Australian rules footballer (1892–1915)

Charles Fincher (23 January 1892 – 25 April 1915) was an Australian rules footballer who played with South Melbourne in the Victorian Football League (VFL), and with Essendon Town Football Club in the Victorian Football Association (VFA).

A private in the First AIF, he was killed in action during the Anzac Cove landings on 25 April 1915, as part of the first action of the Gallipoli campaign.

== Family ==
Second eldest of the nine children (six boys and three girls) of George Francis Fincher (1865–1959), and Margaret Lawrence Fincher (c.1866–1956), née Nicoll, he was born in Footscray, Victoria on 23 January 1892. The family moved to Lauriston, near Kyneton, Victoria. He attended Lauriston State School.

==Footballer==
One of his young brothers, John Alexander "Jack" Fincher (1904–1970), was also a talented footballer, playing senior VFL football with Richmond (1927–1930) and with Footscray (1931–1933).

===Country Footballer===
Charlie Fincher was an exceptionally talented young footballer, playing with the senior Lauriston team when just 15, transferring to the side from Malmsbury, Victoria that played in the Kyneton District Association, and then, in 1911, he played the first of his two seasons with the Ballarat club Scarsdale. In his second year with Scarsdale he represented the Ballarat League in matches against Geelong, a combined Broken Hill side, and a combined VFL team.

===South Melbourne===
His form in the representative matches impressed the South Melbourne Football Club, and Finscher was invited to Melbourne to train with the team. Granted a clearance on 25 April 1913 (exactly two years before his death), he played his first senior VFL match with South Melbourne, against St Kilda, at the Lake Oval, on Saturday, 26 April 1913 (round one), as a rover. He played well and kicked one goal.

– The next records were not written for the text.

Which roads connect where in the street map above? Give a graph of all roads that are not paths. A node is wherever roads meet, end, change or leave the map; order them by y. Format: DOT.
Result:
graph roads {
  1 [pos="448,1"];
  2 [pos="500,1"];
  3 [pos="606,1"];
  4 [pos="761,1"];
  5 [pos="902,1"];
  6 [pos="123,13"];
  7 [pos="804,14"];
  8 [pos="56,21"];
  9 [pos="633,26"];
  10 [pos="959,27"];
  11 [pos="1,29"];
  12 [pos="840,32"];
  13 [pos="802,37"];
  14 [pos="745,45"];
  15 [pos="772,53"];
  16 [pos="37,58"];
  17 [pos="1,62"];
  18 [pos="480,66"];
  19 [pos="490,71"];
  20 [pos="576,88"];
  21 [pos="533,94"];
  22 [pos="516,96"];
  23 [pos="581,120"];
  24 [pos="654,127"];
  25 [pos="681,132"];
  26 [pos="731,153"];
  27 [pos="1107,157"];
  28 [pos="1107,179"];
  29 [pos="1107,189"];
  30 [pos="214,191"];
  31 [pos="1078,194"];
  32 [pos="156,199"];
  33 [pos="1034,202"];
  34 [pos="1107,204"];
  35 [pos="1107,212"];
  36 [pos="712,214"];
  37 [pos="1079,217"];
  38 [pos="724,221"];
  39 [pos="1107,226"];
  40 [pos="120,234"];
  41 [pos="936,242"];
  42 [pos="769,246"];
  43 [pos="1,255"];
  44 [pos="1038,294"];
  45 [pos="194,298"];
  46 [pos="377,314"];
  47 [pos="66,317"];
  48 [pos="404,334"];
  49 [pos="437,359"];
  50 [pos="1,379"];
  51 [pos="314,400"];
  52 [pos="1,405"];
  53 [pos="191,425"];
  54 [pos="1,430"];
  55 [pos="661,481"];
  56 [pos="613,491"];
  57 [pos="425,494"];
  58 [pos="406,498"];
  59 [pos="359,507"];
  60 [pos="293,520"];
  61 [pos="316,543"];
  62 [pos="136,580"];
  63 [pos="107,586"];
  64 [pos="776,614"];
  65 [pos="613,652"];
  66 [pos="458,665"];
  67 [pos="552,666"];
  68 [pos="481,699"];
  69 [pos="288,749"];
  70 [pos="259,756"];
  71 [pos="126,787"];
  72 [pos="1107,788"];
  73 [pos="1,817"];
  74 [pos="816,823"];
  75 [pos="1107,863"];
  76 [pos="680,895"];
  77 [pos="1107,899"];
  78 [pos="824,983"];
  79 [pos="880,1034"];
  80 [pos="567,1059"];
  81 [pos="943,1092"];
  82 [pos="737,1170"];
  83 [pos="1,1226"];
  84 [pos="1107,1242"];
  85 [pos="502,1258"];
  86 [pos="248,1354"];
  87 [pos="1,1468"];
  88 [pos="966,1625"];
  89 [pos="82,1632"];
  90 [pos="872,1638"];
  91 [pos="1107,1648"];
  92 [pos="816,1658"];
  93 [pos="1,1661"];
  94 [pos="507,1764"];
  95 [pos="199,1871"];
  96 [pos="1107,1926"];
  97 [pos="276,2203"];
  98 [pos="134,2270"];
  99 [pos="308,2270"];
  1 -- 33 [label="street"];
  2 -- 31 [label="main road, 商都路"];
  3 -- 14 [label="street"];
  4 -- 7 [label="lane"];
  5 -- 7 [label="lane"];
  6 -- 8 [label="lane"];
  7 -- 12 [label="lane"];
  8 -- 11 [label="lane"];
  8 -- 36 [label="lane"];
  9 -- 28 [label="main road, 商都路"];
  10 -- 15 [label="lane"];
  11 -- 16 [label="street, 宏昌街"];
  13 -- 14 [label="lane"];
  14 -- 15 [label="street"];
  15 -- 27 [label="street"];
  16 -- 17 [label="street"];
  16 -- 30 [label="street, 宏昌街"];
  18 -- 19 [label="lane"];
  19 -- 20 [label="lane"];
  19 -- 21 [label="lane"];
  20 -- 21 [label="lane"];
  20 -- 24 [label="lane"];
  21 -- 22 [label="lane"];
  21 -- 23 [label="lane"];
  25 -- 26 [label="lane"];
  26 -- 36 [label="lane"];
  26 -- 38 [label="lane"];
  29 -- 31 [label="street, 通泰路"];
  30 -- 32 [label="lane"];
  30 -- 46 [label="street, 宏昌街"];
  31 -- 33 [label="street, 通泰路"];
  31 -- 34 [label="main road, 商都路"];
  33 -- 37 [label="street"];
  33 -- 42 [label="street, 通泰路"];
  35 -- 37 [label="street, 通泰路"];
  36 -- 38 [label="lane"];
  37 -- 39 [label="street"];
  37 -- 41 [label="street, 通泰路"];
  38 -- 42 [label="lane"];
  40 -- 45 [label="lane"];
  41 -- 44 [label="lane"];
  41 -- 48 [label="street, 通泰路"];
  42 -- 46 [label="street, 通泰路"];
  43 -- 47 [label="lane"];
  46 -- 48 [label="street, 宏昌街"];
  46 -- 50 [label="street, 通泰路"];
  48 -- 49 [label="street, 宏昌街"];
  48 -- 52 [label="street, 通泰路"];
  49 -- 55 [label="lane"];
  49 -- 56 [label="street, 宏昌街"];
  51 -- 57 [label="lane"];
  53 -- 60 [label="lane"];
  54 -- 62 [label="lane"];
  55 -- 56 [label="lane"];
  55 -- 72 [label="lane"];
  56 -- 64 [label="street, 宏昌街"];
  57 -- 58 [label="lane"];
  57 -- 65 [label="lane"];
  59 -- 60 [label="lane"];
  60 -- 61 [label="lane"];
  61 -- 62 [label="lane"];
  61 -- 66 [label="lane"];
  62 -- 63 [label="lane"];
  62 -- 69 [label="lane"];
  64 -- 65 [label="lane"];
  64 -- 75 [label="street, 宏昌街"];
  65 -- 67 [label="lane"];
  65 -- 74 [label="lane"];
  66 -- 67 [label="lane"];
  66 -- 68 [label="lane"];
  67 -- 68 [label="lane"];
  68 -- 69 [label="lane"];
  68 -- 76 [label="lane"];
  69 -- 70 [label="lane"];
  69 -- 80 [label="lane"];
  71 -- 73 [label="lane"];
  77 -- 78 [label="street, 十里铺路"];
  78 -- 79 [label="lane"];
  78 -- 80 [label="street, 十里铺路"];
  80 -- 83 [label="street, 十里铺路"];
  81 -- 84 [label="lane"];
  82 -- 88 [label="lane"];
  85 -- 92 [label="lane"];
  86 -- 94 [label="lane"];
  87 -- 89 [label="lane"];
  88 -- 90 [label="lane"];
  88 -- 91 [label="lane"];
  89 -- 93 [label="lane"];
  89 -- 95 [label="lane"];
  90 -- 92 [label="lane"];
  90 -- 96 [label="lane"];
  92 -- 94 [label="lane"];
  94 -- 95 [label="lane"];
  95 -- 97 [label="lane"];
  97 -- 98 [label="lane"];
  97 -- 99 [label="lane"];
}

The next Saturday, he played in a tough match in very wet conditions against Carlton, at Princes Park, which South Melbourne drew with Carlton despite having five less scoring shots.

He missed the next two matches, then played well in South Melbourne's 14 point round five win over Geelong, scoring two goals, In round six, he played against Melbourne, then against Fitzroy and University.

He did not play for two weeks, then played again in rounds eleven, twelve, and thirteen. In his last match on 19 July 1913 (round thirteen), against Essendon, South Melbourne unexpectedly lost by 20 points (South Melbourne did not scoring a goal until the last quarter).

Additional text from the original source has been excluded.